Items from a data source:
—————
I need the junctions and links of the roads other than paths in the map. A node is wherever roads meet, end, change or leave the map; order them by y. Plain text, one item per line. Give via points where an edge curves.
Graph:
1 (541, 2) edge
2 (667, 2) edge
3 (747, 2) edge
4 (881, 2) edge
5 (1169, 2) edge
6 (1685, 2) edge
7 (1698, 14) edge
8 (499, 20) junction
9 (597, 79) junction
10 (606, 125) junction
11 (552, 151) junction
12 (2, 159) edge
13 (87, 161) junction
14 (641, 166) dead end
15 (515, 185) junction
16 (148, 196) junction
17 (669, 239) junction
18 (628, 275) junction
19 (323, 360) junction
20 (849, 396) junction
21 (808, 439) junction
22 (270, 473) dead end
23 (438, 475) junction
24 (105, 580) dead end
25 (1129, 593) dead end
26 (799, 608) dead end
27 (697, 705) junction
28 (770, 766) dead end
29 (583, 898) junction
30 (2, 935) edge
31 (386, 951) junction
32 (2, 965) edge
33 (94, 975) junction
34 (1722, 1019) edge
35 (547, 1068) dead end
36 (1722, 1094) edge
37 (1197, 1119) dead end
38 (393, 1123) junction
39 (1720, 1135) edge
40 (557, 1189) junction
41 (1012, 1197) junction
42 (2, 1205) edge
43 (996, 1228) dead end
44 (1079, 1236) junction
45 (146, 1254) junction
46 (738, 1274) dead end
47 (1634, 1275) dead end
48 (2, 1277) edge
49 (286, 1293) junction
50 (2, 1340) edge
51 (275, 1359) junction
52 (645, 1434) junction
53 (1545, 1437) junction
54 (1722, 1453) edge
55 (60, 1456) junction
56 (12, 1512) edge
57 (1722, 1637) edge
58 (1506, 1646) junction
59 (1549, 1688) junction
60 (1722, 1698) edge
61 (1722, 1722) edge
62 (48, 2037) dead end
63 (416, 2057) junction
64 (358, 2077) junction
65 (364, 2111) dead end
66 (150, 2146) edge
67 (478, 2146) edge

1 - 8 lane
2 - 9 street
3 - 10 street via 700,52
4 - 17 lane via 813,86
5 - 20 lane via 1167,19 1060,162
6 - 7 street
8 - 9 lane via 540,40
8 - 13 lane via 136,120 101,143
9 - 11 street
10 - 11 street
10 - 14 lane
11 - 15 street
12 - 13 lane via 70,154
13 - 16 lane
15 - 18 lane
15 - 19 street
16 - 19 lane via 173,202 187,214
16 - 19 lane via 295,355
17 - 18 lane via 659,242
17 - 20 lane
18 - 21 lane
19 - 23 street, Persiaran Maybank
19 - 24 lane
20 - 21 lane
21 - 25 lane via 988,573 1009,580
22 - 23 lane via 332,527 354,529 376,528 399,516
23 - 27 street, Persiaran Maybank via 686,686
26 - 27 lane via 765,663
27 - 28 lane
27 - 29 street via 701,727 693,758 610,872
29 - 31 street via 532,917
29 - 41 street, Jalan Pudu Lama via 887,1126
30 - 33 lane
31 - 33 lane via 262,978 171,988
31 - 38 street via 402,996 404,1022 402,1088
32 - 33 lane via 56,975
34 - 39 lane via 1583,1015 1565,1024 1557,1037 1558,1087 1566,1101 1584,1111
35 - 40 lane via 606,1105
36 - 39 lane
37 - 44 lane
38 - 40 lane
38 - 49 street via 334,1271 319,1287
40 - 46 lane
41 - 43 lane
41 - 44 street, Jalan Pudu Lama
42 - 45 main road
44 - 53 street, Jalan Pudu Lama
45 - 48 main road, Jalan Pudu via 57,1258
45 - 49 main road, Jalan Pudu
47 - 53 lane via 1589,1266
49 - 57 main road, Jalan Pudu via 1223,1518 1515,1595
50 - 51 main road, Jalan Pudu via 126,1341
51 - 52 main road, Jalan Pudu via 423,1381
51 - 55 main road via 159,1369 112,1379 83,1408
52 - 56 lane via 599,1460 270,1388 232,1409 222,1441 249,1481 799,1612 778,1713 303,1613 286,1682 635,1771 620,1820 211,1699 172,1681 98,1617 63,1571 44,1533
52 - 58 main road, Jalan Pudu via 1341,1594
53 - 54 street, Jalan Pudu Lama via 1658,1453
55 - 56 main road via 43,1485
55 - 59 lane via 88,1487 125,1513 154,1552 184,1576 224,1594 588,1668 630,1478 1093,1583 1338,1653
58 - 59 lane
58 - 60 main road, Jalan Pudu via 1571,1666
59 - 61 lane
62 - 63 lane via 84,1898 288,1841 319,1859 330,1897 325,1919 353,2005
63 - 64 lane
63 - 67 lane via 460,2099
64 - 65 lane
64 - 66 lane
—————
TASK OBJECTIVE:
List every line in the records above that contains the word "Persiaran".

EXERCISE OUTPUT:
19 - 23 street, Persiaran Maybank
23 - 27 street, Persiaran Maybank via 686,686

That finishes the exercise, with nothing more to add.